[Task objective]
The entries below need to be written out exactly, with no pictures included.

╭─ Raw data

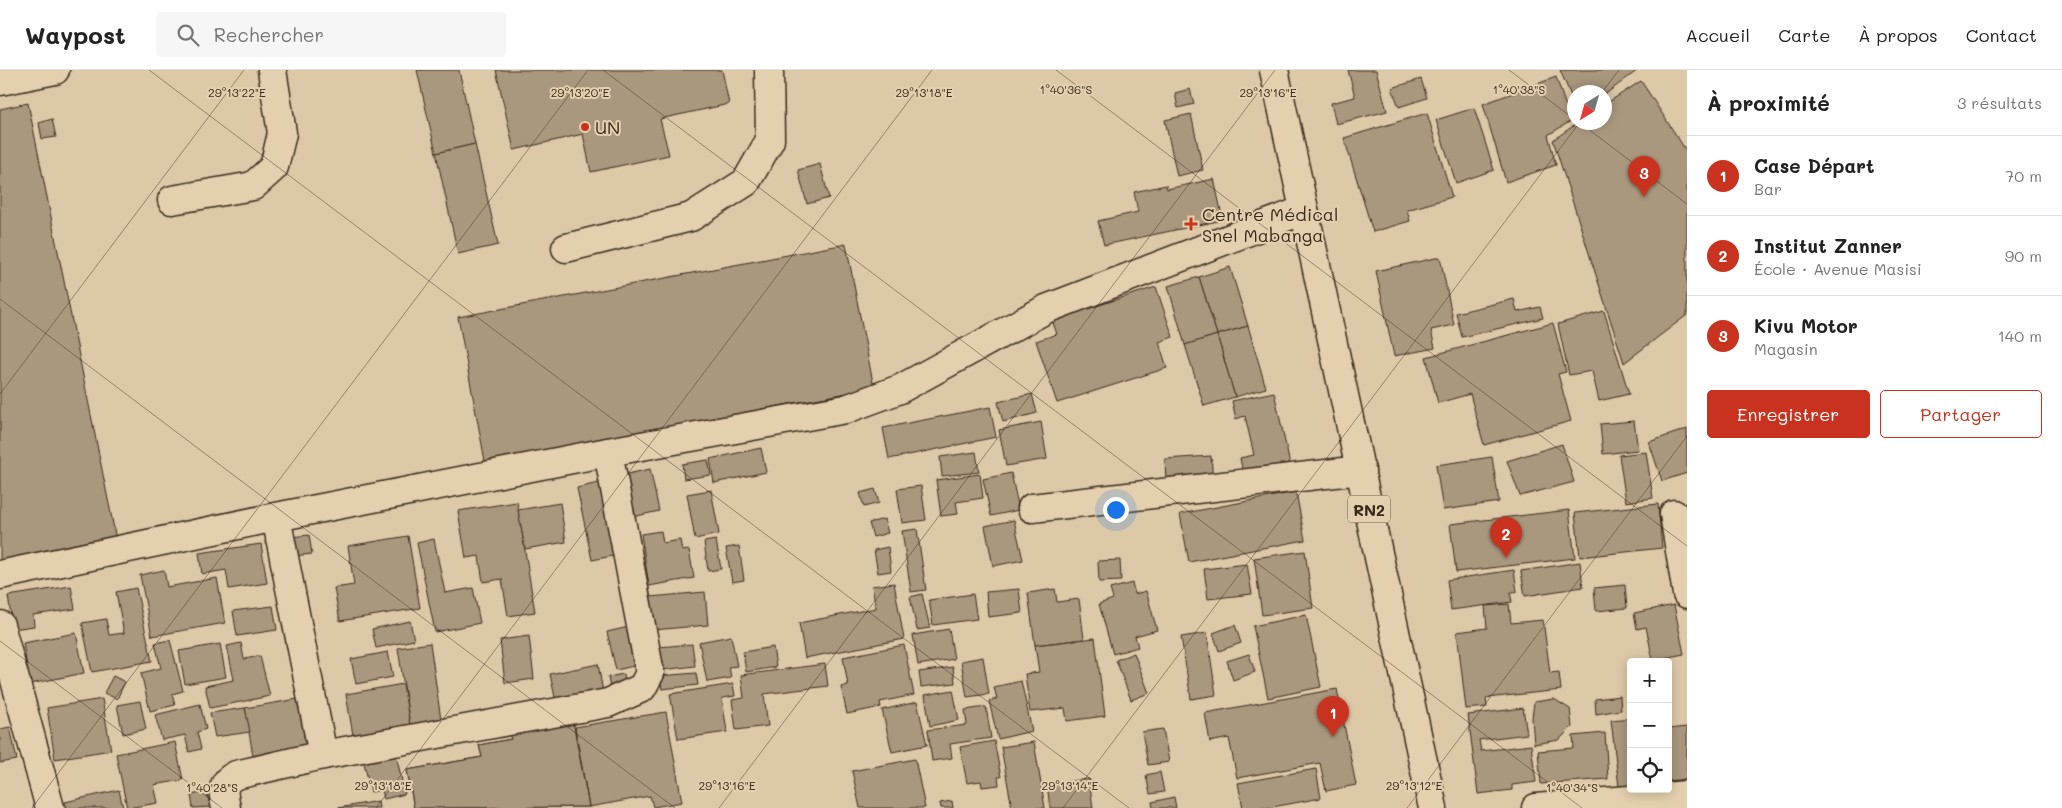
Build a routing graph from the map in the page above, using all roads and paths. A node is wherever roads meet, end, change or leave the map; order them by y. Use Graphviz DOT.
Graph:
graph roads {
  1 [pos="54,70"];
  2 [pos="272,70"];
  3 [pos="769,70"];
  4 [pos="1274,70"];
  5 [pos="0,81"];
  6 [pos="172,200"];
  7 [pos="1304,210"];
  8 [pos="566,248"];
  9 [pos="608,452"];
  10 [pos="1361,470"];
  11 [pos="1032,508"];
  12 [pos="1674,514"];
  13 [pos="276,516"];
  14 [pos="0,575"];
  15 [pos="1687,594"];
  16 [pos="0,625"];
  17 [pos="323,755"];
  18 [pos="1687,795"];
  19 [pos="50,808"];
  20 [pos="226,808"];
  21 [pos="1433,808"];
  22 [pos="1536,808"];
  1 -- 5 [label="main road"];
  2 -- 6 [label="main road"];
  3 -- 8 [label="main road"];
  4 -- 7 [label="main road, RN2"];
  7 -- 9 [label="main road"];
  7 -- 10 [label="main road, RN2"];
  9 -- 13 [label="main road"];
  9 -- 17 [label="main road"];
  10 -- 11 [label="main road"];
  10 -- 21 [label="main road, RN2"];
  12 -- 15 [label="main road"];
  13 -- 14 [label="main road"];
  13 -- 17 [label="main road"];
  16 -- 19 [label="main road"];
  17 -- 20 [label="main road"];
  18 -- 22 [label="main road"];
}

╰─

[Task result]
Build a routing graph from the map in the page above, using all roads and paths. A node is wherever roads meet, end, change or leave the map; order them by y. Use Graphviz DOT.
Graph:
graph roads {
  1 [pos="54,70"];
  2 [pos="272,70"];
  3 [pos="769,70"];
  4 [pos="1274,70"];
  5 [pos="0,81"];
  6 [pos="172,200"];
  7 [pos="1304,210"];
  8 [pos="566,248"];
  9 [pos="608,452"];
  10 [pos="1361,470"];
  11 [pos="1032,508"];
  12 [pos="1674,514"];
  13 [pos="276,516"];
  14 [pos="0,575"];
  15 [pos="1687,594"];
  16 [pos="0,625"];
  17 [pos="323,755"];
  18 [pos="1687,795"];
  19 [pos="50,808"];
  20 [pos="226,808"];
  21 [pos="1433,808"];
  22 [pos="1536,808"];
  1 -- 5 [label="main road"];
  2 -- 6 [label="main road"];
  3 -- 8 [label="main road"];
  4 -- 7 [label="main road, RN2"];
  7 -- 9 [label="main road"];
  7 -- 10 [label="main road, RN2"];
  9 -- 13 [label="main road"];
  9 -- 17 [label="main road"];
  10 -- 11 [label="main road"];
  10 -- 21 [label="main road, RN2"];
  12 -- 15 [label="main road"];
  13 -- 14 [label="main road"];
  13 -- 17 [label="main road"];
  16 -- 19 [label="main road"];
  17 -- 20 [label="main road"];
  18 -- 22 [label="main road"];
}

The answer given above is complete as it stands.